- [Problem details]:
Among the entries below, find every line that has "pixels" and pull it out.

==== Data for the task ====

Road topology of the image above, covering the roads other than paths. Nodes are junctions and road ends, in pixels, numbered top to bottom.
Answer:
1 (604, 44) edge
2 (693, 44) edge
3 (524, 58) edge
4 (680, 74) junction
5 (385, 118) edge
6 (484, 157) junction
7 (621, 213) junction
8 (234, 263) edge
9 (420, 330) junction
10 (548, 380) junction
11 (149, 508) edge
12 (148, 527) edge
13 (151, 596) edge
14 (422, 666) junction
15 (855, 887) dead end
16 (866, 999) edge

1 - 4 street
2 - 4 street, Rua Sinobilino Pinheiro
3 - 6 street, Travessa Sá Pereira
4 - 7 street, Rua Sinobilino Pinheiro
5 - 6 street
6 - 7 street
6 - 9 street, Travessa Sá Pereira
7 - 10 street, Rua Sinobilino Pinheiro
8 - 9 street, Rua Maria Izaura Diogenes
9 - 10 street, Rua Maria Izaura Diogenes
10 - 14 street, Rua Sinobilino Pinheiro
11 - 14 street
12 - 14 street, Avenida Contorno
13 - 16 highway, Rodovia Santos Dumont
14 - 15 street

====
==== Data for the task ====

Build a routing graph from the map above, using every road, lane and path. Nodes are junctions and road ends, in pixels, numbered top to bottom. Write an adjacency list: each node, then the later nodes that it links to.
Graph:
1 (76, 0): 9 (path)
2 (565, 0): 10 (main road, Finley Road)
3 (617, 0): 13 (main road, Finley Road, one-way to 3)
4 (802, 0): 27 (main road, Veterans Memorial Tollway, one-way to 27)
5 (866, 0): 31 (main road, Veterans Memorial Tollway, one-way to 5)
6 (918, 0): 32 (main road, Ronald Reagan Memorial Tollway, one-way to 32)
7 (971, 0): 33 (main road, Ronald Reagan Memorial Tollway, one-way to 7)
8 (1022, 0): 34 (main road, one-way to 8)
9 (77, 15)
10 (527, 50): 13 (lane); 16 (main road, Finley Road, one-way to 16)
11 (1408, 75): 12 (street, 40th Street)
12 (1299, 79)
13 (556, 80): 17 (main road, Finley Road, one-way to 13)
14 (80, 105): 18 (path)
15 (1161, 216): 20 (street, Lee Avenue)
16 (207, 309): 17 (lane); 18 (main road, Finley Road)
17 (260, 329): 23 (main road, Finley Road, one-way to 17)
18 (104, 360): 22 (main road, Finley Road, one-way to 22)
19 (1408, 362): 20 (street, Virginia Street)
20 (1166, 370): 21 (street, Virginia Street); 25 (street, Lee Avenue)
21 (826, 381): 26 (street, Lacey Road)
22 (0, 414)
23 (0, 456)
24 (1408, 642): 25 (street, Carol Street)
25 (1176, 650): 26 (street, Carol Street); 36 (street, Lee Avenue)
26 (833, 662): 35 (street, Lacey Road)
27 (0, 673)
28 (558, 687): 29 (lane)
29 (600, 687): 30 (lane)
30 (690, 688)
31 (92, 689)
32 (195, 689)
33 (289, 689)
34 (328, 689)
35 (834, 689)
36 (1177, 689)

====
==== Data for the task ====

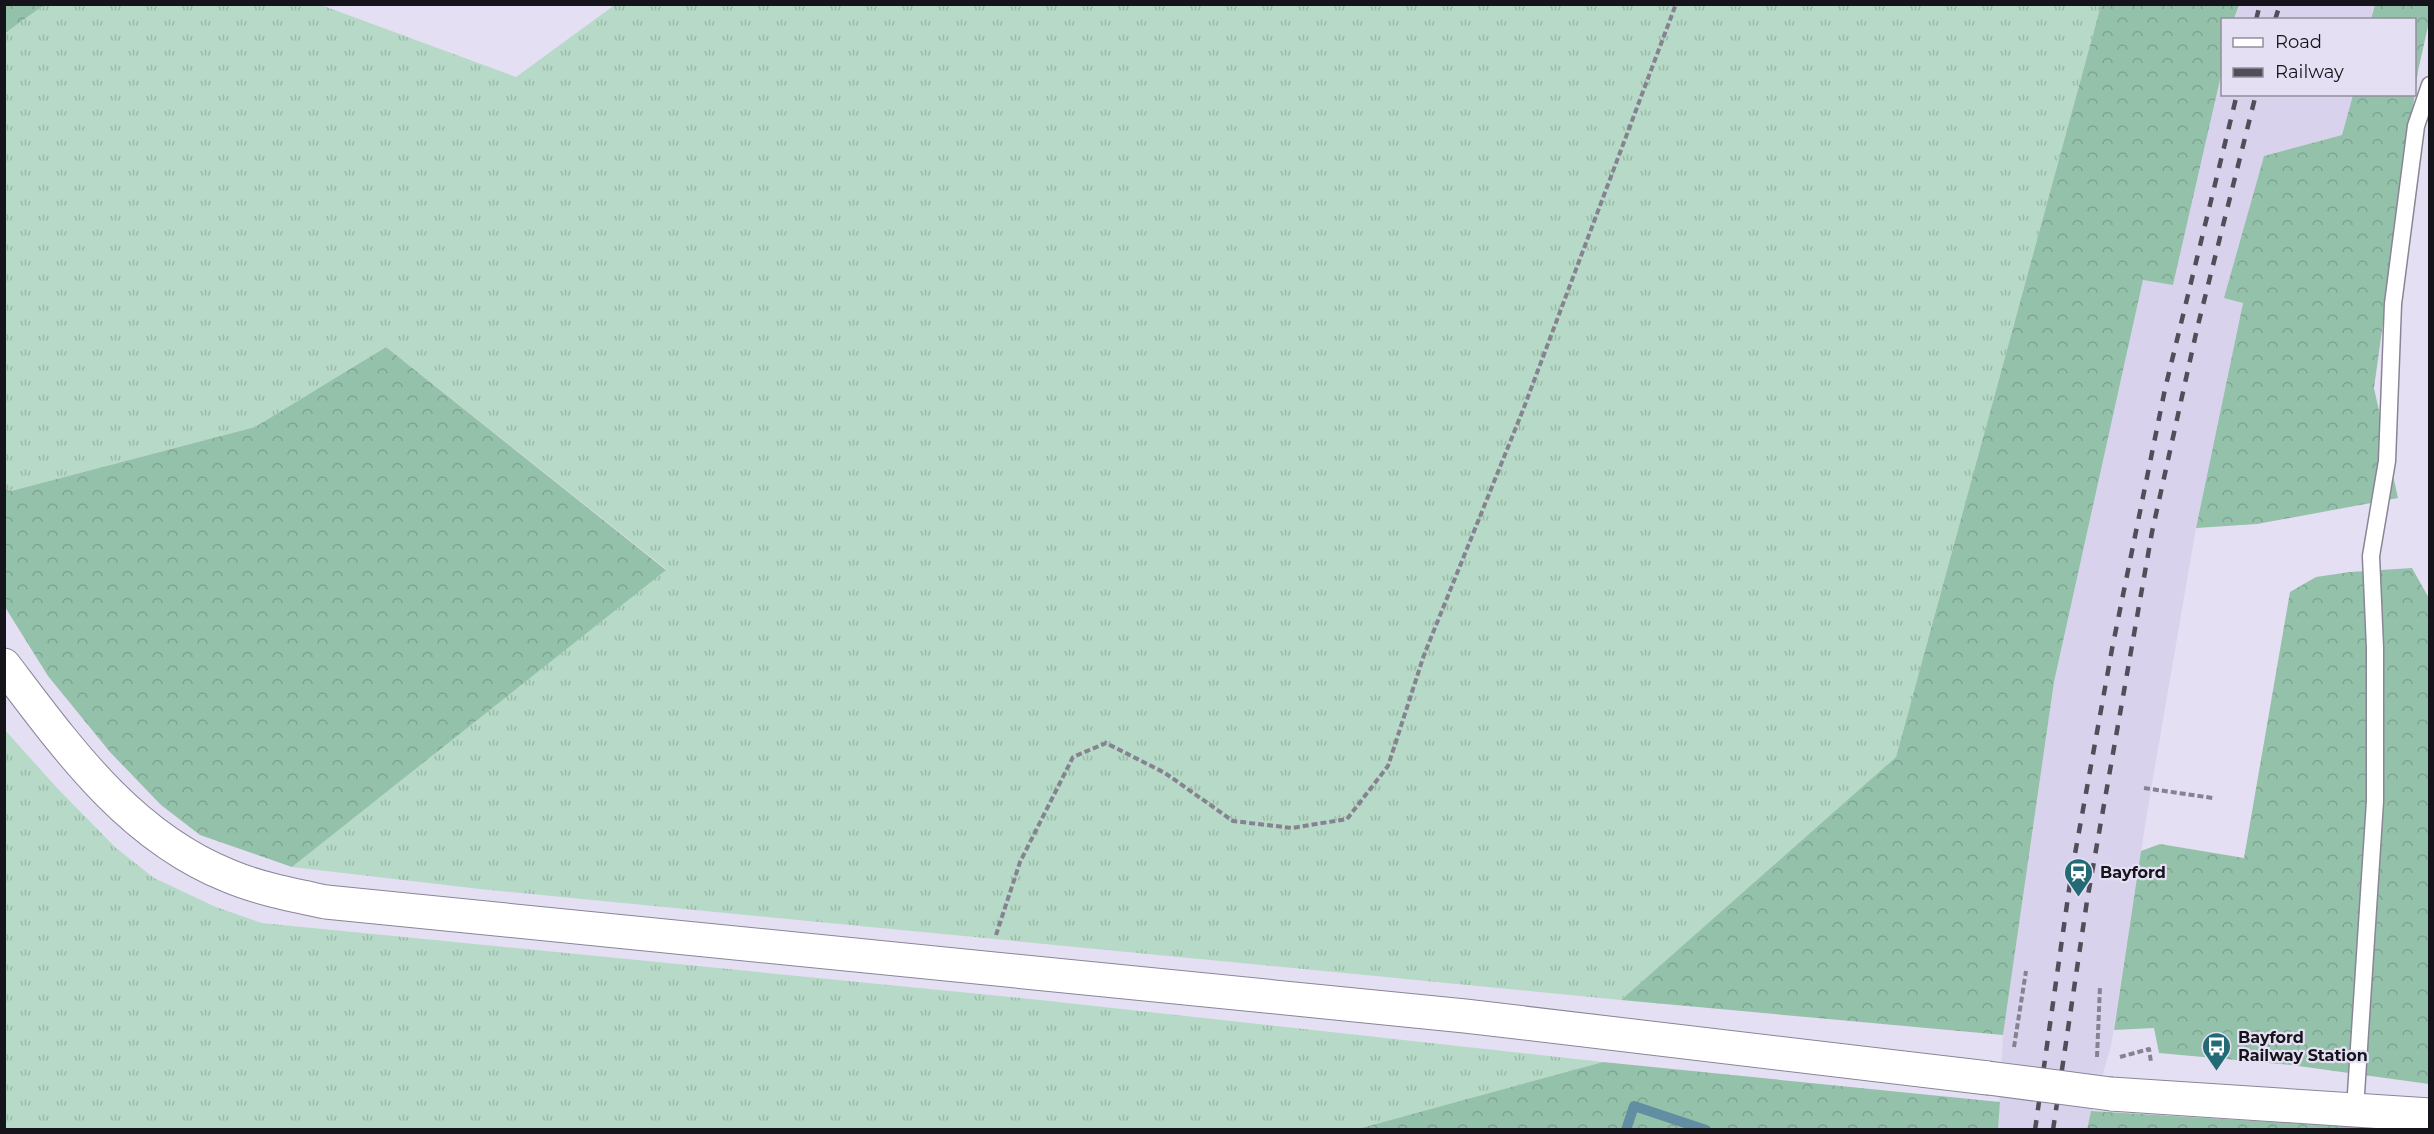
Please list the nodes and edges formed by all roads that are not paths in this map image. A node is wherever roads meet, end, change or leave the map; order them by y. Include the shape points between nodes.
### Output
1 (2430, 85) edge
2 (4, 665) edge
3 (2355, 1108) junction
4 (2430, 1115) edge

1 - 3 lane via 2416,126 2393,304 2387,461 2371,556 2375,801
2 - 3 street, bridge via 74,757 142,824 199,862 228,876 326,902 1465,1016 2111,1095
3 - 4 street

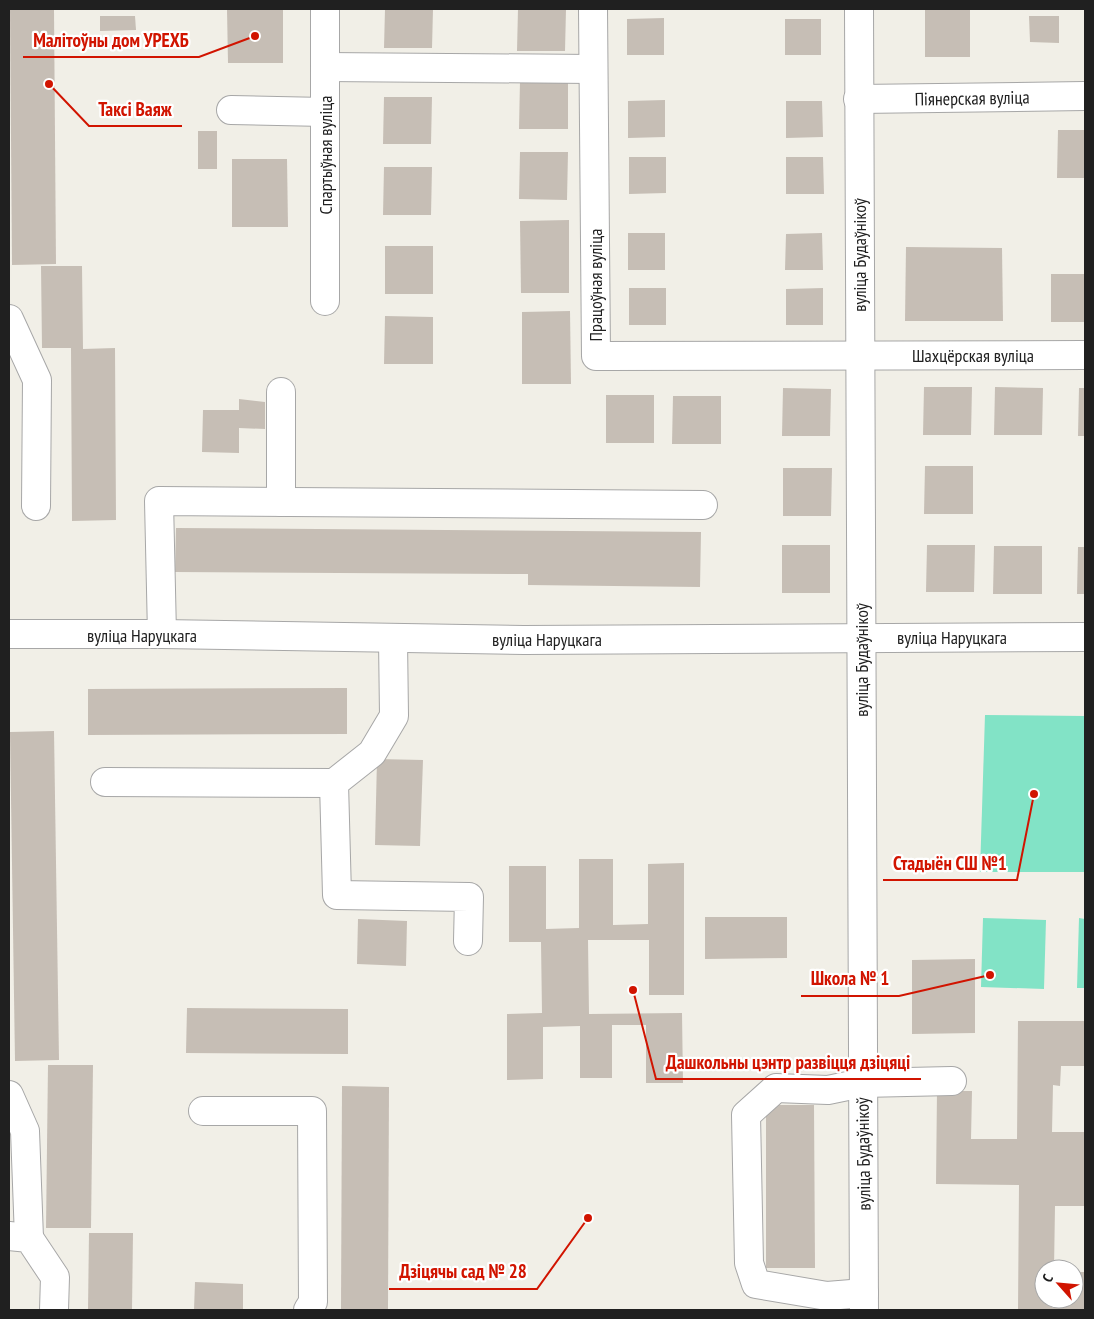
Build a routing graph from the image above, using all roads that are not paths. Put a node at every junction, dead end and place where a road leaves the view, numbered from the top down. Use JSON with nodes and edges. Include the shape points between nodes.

====

- [Finished task]:
Road topology of the image above, covering the roads other than paths. Nodes are junctions and road ends, in pixels, numbered top to bottom.
Build a routing graph from the map above, using every road, lane and path. Nodes are junctions and road ends, in pixels, numbered top to bottom. Write an adjacency list: each node, then the later nodes that it links to.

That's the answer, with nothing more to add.